Odd. The words "awesome" and "minion" in the same sentence seems like an oxymoron.
It was a party in a mansion that got attacked by a necromancer, and all of the partygoers turned into undead. The fight sprawled through several floors and multiple levels as the primary enemy danced through the combat. Each place they got to had more and more minions, and - it was an online game - when they got to the final room and saw the last one with the '20' after its name, it was "Holy (cow), that's a lot of minions. Awesome."
But, minions apparently don't work for you or your players. At least, not the ones you've used, in the ways you've used them.

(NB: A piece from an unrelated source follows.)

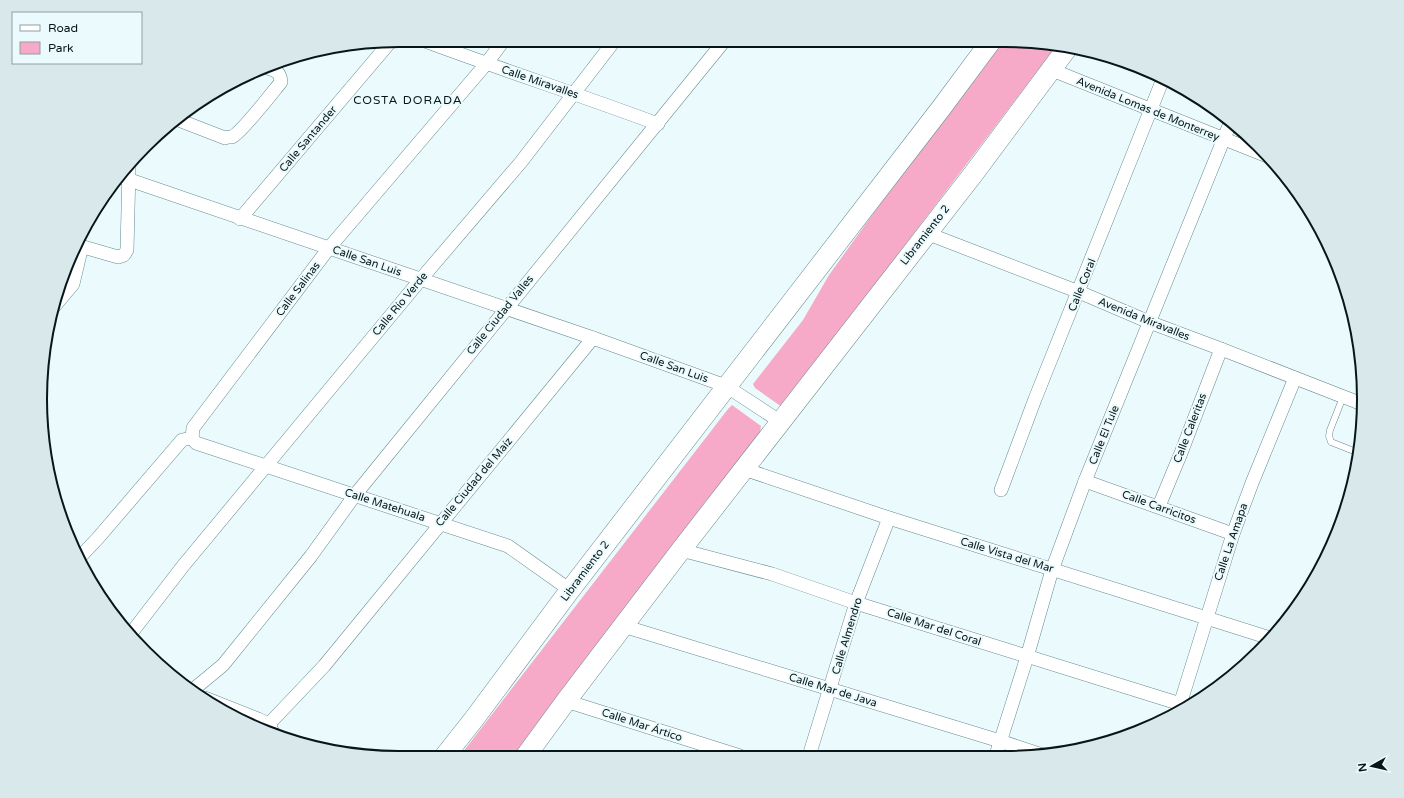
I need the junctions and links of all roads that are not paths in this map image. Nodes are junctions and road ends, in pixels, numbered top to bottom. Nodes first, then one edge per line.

I think of them like using giant rats, orcs, and kobolds and such in slightly higher level 1st edition games. People enjoyed fireballing those then, or in a fighter sweeping through up to level adjacent ones, etc. The times haven't changed _that_ much in that respect.

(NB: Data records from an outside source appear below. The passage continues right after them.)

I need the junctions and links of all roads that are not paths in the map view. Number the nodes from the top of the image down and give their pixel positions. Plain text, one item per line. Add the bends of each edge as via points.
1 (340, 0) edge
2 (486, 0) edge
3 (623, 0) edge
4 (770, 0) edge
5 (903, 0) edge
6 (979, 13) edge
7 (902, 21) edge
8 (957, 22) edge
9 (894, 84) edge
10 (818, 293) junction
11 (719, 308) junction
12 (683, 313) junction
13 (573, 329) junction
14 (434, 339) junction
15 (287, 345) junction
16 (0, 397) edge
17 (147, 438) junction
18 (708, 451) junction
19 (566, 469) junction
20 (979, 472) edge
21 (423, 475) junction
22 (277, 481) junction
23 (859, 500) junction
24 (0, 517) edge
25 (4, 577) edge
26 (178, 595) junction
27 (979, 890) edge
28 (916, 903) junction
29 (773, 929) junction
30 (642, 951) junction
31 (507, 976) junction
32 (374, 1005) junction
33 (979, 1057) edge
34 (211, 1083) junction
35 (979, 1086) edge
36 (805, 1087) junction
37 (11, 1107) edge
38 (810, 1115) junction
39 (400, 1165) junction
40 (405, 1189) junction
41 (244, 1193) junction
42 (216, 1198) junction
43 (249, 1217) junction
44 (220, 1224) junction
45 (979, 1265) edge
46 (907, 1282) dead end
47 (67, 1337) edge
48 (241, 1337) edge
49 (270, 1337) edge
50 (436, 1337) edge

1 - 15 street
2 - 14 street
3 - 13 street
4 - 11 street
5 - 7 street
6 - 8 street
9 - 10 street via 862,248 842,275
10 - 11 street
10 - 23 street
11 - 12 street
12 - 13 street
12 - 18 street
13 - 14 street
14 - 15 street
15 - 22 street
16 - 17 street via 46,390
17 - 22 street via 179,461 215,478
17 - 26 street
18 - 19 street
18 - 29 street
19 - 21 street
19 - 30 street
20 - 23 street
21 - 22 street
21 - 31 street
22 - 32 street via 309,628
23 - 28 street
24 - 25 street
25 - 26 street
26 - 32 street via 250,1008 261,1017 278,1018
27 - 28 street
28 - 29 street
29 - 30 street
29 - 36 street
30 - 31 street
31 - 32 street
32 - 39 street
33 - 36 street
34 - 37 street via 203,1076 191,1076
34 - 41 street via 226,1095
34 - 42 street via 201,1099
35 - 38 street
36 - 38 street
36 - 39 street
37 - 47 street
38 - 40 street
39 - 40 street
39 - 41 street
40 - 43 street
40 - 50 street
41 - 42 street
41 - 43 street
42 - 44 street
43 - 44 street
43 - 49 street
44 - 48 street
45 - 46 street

And, again, I avoid crappy minions (melee only, defenses 5 too low, and you do no damage... eh?) or use respawning mechanisms that make them part of another creature or challenge. Of the last 5 fights in one campaign, 3 of them involved minions, and I actually think the minions were one of the better working parts of the fights. Enough so that I planned on posting them online specifically as soon as the monster builder update goes through.
Necromancer who started with 4 skeletal minions and 4 zombie minions, and could reanimate one per turn as a minor action.

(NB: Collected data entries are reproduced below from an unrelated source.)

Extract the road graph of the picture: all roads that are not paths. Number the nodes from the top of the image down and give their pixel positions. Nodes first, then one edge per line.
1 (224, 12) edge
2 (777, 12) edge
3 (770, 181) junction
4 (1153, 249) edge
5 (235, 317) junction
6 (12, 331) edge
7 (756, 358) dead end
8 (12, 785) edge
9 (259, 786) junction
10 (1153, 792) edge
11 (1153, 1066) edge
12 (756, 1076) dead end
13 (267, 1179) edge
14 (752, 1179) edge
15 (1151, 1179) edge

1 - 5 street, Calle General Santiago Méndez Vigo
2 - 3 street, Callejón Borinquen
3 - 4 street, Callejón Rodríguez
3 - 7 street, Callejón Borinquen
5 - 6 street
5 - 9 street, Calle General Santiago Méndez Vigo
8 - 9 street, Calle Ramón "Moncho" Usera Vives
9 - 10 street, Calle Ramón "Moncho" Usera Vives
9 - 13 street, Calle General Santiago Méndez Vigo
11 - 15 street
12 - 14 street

Master Vampire who had 4 vampirespawn minions that were more difficult to kill until he was down (though they mostly did it anyways)
Dark Ritual that was animating all of the dead in the temple and making two wight minions attack until they'd stopped the ritual (in the middle of combat with the high priestess of the temple)
The skeletons could do ranged attacks and did extra damage on OAs.
The zombies grabbed on their basic attack and got to make a save to fall prone instead of dying from automatic damage.
The vampirespawn fell Unconscious and Prone until end of their next turn when reduced to 0 by a non-critical hit (or other special means - holy water or killing the master vampire).
The wights got to shift 3 after hitting, and if they hit someone, the person hit would lose a surge at end of next turn if that wight wasn't dead by then.
Everything had normal defenses for its level (5 - 9, varying. 7th level PCs)
Nothing inherently wrong with things that don't require as many rolls and drop when they're hit.